La Oreja de Zurbarán
The latest strategy followed by this Medieval-Renaissance vocal ensemble and its conductor Paul Van Nevel: Namecheck a famous 17th-century Spanish painter of (mainly) religious subjects in the title, find eight (mainly) religious examples in Latin and Spanish of music that he would’ve likely heard and found inspiring, and record them in the a cappella, polyphonic style of their time. The result: a spiritually intense soundtrack to equally spiritually intense paintings that, thanks to the internet, you don’t have to visit museums to see.
Hymns of the Church
These shimmering, a cappella renditions of 17 selections from the John D. Martin–compiled Hymns of the Church (Benchmark Press, 2011) should not only spur sales of the hymnal but also rekindle among faithful hearts a love for reverential worship. “It is our intent,” read the liner notes, “that our music be a powerful reflection of God’s excellent beauty.” It is. It’s also a map by which those tossed to and fro and carried about with every wind of worship-music doctrine can begin navigating their way back home.
Dances of the Dolls
Now all of 10, this Chinese piano prodigy began recording these 26 selections just before she turned 9. And whether it’s her precocious talent or the care with which her program was assembled, she flatters the compositions as much as they flatter her (plenty in both cases). That the seven-movement Shostakovich title suite and Poulenc’s Villageoises, Petites Piéces Infantines were intended to be played by children doesn’t even suggest itself, so brightly does Wang make them sparkle. And her Mozart, Liszt, and Chopin aren’t exactly dullsville either.
Spotlight
A more luminously gorgeous, restrainedly lush, conceptually imaginative, or fully realized blending of serious 20th-century music and jazz than Paris (Warner Classics) by the English trumpeter Alison Balsom and the equally English Guy Barker Orchestra you won’t easily find. “While this album is anything but a stereotype of a ‘Parisian’ sound,” writes Balsom in the liner notes, “every track has a link—be it direct or more tenuous—to the world of Paris.” And it’s that “world of Paris,” rather than the mere city itself, that Balsom evokes.

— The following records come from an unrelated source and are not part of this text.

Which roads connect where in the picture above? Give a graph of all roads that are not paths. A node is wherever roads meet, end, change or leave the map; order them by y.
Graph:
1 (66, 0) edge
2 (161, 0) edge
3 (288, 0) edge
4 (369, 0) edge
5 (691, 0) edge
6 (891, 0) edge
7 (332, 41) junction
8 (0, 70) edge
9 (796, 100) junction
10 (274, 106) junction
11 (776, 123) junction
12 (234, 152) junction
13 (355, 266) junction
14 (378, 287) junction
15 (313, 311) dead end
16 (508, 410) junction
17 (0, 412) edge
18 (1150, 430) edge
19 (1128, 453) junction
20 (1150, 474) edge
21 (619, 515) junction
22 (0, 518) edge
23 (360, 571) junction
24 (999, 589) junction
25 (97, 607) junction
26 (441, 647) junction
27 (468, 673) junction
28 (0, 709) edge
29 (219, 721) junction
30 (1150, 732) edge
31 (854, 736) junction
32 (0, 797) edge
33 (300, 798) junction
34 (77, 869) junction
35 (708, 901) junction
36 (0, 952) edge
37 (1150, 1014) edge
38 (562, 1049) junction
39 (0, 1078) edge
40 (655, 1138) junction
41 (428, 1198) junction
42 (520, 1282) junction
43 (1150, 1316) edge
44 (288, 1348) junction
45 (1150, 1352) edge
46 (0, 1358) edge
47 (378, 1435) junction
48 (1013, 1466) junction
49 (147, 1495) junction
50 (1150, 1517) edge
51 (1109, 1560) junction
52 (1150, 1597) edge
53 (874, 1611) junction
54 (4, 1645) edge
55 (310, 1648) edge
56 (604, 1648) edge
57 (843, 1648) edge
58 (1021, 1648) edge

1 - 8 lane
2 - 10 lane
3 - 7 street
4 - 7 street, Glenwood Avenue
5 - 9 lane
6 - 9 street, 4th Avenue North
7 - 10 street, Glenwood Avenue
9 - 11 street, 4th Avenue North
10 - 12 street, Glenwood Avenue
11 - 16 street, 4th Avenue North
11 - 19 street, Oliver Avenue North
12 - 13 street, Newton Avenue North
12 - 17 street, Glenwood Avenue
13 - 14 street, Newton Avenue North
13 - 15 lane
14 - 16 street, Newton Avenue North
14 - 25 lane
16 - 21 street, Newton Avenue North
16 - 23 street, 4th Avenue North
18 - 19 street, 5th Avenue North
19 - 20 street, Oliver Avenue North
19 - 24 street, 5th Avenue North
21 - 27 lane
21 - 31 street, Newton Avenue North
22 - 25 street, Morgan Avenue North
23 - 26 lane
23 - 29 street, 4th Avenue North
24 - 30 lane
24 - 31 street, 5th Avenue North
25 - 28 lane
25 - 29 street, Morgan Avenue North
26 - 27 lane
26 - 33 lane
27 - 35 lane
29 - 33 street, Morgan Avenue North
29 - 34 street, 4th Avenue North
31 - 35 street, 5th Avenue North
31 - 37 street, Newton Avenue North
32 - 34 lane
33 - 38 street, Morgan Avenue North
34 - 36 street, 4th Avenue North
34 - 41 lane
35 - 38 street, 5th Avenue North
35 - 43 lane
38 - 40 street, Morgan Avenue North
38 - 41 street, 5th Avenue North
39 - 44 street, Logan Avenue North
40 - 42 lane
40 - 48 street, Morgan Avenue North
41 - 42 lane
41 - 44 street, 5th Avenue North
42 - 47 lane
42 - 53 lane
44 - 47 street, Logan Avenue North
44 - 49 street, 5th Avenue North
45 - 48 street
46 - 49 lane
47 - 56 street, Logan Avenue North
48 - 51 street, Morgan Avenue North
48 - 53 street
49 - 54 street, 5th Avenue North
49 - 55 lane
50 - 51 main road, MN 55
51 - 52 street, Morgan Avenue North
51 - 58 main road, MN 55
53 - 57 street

With two selections apiece from Satie and Ravel and three by Messiaen (the fifth movement of Vingt Regards sur l’Enfant Jésus), the serious compositions predominate. But the suggestively rich relief into which they’re cast by foils in the form of compositions by Django Reinhardt, Michel Legrand, Joseph Kosma, and Astor Piazzolla transforms them from exemplars of particular genres and times into signposts pointing toward something both more universal and more mysterious.